┌─ MATERIAL PROVIDED
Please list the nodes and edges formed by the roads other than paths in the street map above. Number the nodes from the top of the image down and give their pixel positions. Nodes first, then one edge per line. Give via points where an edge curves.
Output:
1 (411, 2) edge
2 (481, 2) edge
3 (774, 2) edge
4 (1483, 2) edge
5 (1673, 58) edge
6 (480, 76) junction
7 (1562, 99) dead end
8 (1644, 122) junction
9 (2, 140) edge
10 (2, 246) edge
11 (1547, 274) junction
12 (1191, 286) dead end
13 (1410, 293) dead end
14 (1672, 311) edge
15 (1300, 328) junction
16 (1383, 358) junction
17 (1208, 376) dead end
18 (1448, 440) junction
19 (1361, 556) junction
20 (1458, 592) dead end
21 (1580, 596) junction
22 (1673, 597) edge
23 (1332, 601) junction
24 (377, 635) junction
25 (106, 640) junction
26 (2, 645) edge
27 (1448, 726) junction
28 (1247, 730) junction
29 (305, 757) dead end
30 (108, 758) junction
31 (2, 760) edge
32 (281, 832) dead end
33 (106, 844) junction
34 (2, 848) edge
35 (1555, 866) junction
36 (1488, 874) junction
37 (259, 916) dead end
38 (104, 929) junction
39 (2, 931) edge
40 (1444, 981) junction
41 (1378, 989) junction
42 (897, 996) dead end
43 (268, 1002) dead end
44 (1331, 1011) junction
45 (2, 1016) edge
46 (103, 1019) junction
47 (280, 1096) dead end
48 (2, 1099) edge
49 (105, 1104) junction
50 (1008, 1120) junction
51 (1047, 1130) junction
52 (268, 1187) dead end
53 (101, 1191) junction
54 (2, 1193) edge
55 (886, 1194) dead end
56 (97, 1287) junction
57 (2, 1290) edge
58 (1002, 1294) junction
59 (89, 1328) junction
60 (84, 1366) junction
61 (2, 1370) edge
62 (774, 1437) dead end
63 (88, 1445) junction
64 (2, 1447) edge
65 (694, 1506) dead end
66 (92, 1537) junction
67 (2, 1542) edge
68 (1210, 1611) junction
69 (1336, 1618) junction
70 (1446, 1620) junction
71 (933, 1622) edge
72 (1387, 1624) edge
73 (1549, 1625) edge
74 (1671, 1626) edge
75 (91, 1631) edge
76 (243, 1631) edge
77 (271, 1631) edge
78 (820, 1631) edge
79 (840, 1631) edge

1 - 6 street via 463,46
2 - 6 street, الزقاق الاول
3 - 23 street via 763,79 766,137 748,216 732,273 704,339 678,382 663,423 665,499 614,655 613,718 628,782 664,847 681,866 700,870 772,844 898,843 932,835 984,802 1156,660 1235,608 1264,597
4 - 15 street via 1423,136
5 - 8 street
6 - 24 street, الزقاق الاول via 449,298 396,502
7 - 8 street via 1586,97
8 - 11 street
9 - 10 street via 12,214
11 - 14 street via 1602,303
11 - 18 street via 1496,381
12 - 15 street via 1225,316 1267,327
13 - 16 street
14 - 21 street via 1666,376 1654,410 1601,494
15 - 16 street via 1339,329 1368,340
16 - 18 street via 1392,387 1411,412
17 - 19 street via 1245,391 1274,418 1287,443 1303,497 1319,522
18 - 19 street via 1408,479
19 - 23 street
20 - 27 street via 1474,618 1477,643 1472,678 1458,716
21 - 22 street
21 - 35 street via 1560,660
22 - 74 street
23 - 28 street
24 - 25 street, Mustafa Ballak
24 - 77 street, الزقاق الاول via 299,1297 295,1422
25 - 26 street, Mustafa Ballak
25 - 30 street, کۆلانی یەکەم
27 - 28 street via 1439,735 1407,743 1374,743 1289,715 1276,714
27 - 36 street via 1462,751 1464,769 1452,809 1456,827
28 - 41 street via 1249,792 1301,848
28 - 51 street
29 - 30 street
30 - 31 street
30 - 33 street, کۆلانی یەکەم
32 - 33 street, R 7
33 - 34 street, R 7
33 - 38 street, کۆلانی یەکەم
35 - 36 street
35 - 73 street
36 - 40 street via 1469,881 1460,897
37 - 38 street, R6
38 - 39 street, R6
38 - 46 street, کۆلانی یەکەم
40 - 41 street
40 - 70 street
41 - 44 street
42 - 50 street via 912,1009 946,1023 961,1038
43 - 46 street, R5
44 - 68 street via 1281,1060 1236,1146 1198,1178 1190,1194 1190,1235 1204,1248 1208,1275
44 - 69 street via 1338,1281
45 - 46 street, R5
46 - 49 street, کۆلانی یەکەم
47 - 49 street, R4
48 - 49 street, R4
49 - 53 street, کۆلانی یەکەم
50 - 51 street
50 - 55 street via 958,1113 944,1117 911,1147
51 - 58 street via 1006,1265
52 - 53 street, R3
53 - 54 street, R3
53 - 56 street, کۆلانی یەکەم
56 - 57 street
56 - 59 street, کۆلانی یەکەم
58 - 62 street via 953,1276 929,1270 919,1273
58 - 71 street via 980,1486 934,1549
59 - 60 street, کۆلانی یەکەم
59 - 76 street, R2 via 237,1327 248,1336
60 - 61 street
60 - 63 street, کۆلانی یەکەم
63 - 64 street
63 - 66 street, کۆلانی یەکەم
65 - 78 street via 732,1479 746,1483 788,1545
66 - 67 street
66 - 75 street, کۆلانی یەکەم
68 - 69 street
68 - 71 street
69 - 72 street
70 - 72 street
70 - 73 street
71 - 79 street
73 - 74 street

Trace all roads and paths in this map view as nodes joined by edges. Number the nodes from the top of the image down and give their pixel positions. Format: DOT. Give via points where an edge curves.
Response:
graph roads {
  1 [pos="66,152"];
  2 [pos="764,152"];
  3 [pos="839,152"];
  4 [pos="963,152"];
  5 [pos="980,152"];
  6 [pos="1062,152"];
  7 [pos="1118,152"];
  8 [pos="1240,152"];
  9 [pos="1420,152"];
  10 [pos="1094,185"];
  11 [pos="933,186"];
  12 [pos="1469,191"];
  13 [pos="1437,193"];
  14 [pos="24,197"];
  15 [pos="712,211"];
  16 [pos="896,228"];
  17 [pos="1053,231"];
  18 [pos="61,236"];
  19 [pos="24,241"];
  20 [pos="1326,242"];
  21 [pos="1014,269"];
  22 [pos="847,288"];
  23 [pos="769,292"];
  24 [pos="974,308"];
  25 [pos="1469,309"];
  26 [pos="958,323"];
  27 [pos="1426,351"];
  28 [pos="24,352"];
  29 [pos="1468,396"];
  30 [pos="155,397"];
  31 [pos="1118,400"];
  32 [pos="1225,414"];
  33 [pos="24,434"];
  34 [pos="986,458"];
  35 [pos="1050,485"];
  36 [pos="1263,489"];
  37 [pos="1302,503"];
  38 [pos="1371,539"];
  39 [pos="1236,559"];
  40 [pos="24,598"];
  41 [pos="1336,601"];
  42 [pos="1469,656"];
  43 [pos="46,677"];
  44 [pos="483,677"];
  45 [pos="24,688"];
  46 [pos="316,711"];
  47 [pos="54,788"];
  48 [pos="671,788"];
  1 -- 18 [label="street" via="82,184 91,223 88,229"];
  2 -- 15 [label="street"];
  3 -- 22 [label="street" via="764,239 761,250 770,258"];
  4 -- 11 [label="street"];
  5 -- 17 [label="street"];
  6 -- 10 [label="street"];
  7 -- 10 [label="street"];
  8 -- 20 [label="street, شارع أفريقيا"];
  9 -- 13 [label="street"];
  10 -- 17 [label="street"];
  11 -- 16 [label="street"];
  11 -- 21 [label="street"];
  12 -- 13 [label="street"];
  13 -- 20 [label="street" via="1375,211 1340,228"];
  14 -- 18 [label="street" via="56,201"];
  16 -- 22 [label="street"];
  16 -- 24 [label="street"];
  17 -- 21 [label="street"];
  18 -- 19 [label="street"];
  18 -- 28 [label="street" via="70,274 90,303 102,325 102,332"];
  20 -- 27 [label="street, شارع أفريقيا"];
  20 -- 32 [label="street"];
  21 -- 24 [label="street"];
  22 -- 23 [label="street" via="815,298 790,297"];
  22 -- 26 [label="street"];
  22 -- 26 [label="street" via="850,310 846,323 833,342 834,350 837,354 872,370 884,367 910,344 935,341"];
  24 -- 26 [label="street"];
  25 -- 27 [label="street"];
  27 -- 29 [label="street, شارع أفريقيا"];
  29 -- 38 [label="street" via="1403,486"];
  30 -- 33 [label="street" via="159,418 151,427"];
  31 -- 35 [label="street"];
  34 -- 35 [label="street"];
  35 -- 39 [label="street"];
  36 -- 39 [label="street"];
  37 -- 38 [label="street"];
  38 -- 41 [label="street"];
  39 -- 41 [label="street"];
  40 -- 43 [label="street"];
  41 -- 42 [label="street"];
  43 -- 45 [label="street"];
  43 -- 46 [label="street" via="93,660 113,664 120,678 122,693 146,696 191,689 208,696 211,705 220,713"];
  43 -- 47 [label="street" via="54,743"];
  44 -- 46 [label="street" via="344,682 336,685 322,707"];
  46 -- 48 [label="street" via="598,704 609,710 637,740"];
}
└─
PROBLEM DESCRIPTION => Filter the data above down to lines with the word "pixel", and copy them.

EXERCISE RESPONSE =>
Please list the nodes and edges formed by the roads other than paths in the street map above. Number the nodes from the top of the image down and give their pixel positions. Nodes first, then one edge per line. Give via points where an edge curves.
Trace all roads and paths in this map view as nodes joined by edges. Number the nodes from the top of the image down and give their pixel positions. Format: DOT. Give via points where an edge curves.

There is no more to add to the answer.